-- PROVIDED RECORDS follows --
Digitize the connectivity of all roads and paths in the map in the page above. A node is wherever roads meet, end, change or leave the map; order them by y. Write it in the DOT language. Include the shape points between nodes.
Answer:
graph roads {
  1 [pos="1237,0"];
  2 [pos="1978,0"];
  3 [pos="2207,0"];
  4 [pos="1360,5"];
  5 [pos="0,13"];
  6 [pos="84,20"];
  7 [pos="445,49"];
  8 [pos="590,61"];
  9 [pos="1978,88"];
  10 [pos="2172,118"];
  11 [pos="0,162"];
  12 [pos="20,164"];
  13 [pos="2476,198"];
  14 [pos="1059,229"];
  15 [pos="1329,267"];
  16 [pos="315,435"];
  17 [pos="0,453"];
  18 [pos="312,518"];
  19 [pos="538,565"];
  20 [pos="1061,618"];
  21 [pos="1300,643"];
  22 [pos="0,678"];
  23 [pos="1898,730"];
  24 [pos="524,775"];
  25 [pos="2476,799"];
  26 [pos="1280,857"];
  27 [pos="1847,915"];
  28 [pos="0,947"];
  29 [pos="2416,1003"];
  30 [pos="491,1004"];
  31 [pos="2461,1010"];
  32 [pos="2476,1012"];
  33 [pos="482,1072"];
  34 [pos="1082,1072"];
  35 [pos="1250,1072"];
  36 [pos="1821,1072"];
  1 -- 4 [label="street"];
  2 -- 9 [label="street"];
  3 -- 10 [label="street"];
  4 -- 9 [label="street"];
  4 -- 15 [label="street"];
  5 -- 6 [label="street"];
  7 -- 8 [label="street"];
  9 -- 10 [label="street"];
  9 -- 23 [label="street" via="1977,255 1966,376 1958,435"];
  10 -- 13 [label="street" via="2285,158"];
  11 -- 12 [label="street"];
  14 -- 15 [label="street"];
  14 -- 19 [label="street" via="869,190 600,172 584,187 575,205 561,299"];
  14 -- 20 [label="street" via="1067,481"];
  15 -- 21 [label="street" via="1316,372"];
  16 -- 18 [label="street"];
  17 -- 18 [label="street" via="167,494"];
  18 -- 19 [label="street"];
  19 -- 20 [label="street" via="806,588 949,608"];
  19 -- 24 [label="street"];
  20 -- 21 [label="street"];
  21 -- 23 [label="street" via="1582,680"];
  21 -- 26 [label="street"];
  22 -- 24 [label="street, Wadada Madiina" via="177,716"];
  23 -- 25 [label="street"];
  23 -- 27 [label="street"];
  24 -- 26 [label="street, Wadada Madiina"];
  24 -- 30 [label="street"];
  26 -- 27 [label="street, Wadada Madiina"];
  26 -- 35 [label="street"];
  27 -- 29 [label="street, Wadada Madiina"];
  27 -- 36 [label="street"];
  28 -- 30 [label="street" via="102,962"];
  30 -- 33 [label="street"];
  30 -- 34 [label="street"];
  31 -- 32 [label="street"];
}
-- PROVIDED RECORDS concluded --
WHAT YOU HAVE TO DO – Lines containing the word "Wadada": copy each of them from the material.

RESULT BELOW –
  22 -- 24 [label="street, Wadada Madiina" via="177,716"];
  24 -- 26 [label="street, Wadada Madiina"];
  26 -- 27 [label="street, Wadada Madiina"];
  27 -- 29 [label="street, Wadada Madiina"];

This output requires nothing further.